* [ASSIGNMENT]:
Within the listing below, how many lines contain "新金桥路"? Only the number is wanted.

[[ DATA UNDER STUDY, beginning ]]

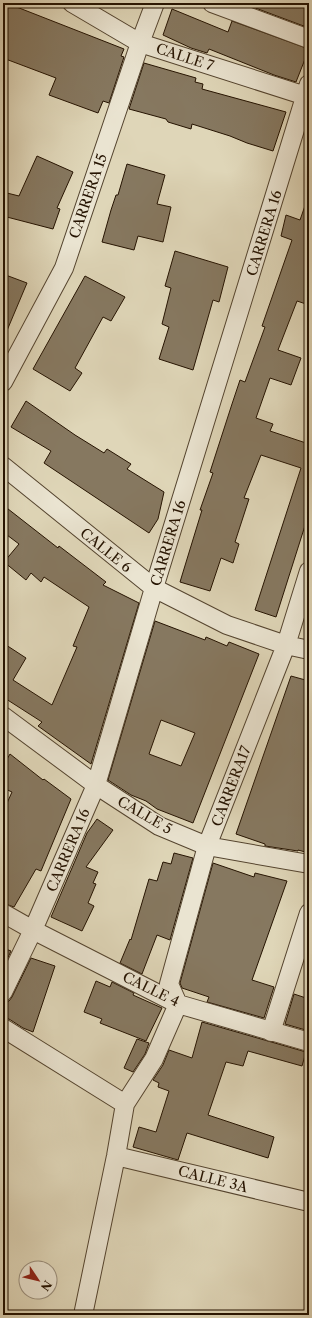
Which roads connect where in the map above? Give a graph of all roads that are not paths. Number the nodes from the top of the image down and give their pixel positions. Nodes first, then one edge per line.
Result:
1 (72, 3) edge
2 (155, 3) edge
3 (212, 3) edge
4 (309, 39) edge
5 (140, 43) junction
6 (308, 92) edge
7 (3, 382) edge
8 (3, 466) edge
9 (309, 571) edge
10 (154, 588) junction
11 (286, 645) junction
12 (309, 650) edge
13 (3, 716) edge
14 (96, 785) junction
15 (208, 846) junction
16 (309, 864) edge
17 (3, 913) edge
18 (309, 913) edge
19 (33, 930) junction
20 (3, 992) edge
21 (178, 1004) junction
22 (3, 1028) edge
23 (272, 1032) junction
24 (309, 1042) edge
25 (125, 1104) junction
26 (116, 1156) junction
27 (309, 1202) edge
28 (83, 1315) edge

1 - 5 street, CALLE 7
2 - 5 street, CARRERA 15
3 - 4 street
5 - 6 street, CALLE 7
5 - 7 street, CARRERA 15
6 - 10 street, CARRERA 16
8 - 10 street, CALLE 6
9 - 11 street, CARRERA17
10 - 11 street, CALLE 6
10 - 14 street, CARRERA 16
11 - 12 street, CALLE 6
11 - 15 street, CARRERA17
13 - 14 street, CALLE 5
14 - 15 street, CALLE 5
14 - 19 street, CARRERA 16
15 - 16 street, CALLE 5
15 - 21 street, CARRERA17
17 - 19 street, CALLE 4
18 - 23 street
19 - 20 street, CARRERA 16
19 - 21 street, CALLE 4
21 - 23 street, CALLE 4
21 - 25 street
22 - 25 street
23 - 24 street, CALLE 4
25 - 26 street
26 - 27 street, CALLE 3A
26 - 28 street

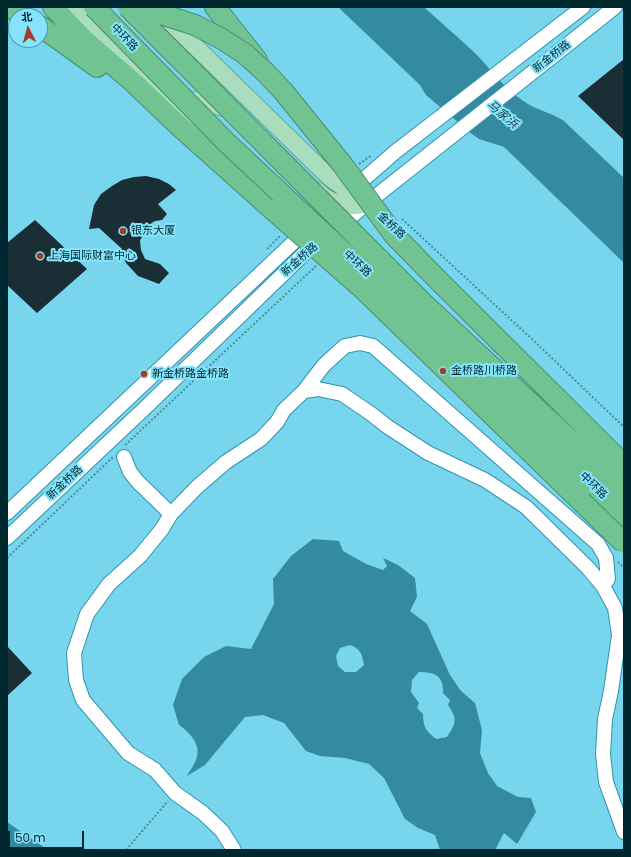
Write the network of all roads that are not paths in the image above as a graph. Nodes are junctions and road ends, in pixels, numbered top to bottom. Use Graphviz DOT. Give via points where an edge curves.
graph roads {
  1 [pos="53,7"];
  2 [pos="73,7"];
  3 [pos="94,7"];
  4 [pos="100,7"];
  5 [pos="128,7"];
  6 [pos="139,7"];
  7 [pos="154,7"];
  8 [pos="215,7"];
  9 [pos="583,7"];
  10 [pos="615,7"];
  11 [pos="48,32"];
  12 [pos="283,91"];
  13 [pos="197,100"];
  14 [pos="178,125"];
  15 [pos="244,159"];
  16 [pos="342,196"];
  17 [pos="366,204"];
  18 [pos="318,218"];
  19 [pos="305,230"];
  20 [pos="331,235"];
  21 [pos="364,290"];
  22 [pos="304,390"];
  23 [pos="624,451"];
  24 [pos="122,452"];
  25 [pos="624,465"];
  26 [pos="624,491"];
  27 [pos="7,513"];
  28 [pos="171,514"];
  29 [pos="624,516"];
  30 [pos="624,531"];
  31 [pos="7,538"];
  32 [pos="624,543"];
  33 [pos="603,586"];
  34 [pos="624,832"];
  35 [pos="234,850"];
  1 -- 14 [label="highway" via="84,40"];
  2 -- 19 [label="main road"];
  3 -- 15 [label="highway, 中环路, bridge"];
  4 -- 13 [label="main road"];
  5 -- 26 [label="highway, 中环路, bridge" via="422,302"];
  6 -- 12 [label="highway, bridge" via="195,25 222,39 250,58"];
  7 -- 16 [label="main road" via="330,177"];
  8 -- 12 [label="highway, bridge"];
  9 -- 16 [label="street, 新金桥路"];
  10 -- 17 [label="street, 新金桥路"];
  11 -- 14 [label="highway"];
  12 -- 25 [label="highway, bridge" via="342,164 394,235"];
  13 -- 16 [label="main road" via="225,108 238,115 322,196"];
  13 -- 18 [label="main road"];
  14 -- 21 [label="highway, bridge"];
  15 -- 21 [label="highway, bridge"];
  15 -- 29 [label="highway, 中环路, bridge"];
  16 -- 17 [label="main road" via="350,206"];
  16 -- 18 [label="street, 新金桥路"];
  17 -- 20 [label="street, 新金桥路"];
  17 -- 23 [label="main road, 金桥路" via="504,332"];
  18 -- 19 [label="street, 新金桥路"];
  18 -- 20 [label="main road"];
  19 -- 20 [label="main road"];
  19 -- 27 [label="street, 新金桥路"];
  20 -- 30 [label="main road" via="455,365"];
  20 -- 31 [label="street, 新金桥路" via="309,249"];
  21 -- 32 [label="highway, bridge"];
  22 -- 28 [label="street" via="261,439 226,462"];
  22 -- 33 [label="street" via="318,389 342,394 428,453 485,480 526,508"];
  22 -- 33 [label="street" via="345,346 360,343 373,346 598,544 606,558 608,579"];
  24 -- 28 [label="street" via="130,472"];
  28 -- 35 [label="street" via="140,556 109,584 87,614 74,653 76,680 83,700 128,753 155,770 175,792 222,831"];
  33 -- 34 [label="street" via="615,608 619,635 605,719 603,754 606,782"];
}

[[ DATA UNDER STUDY, end ]]

* [ANSWER AREA]:
7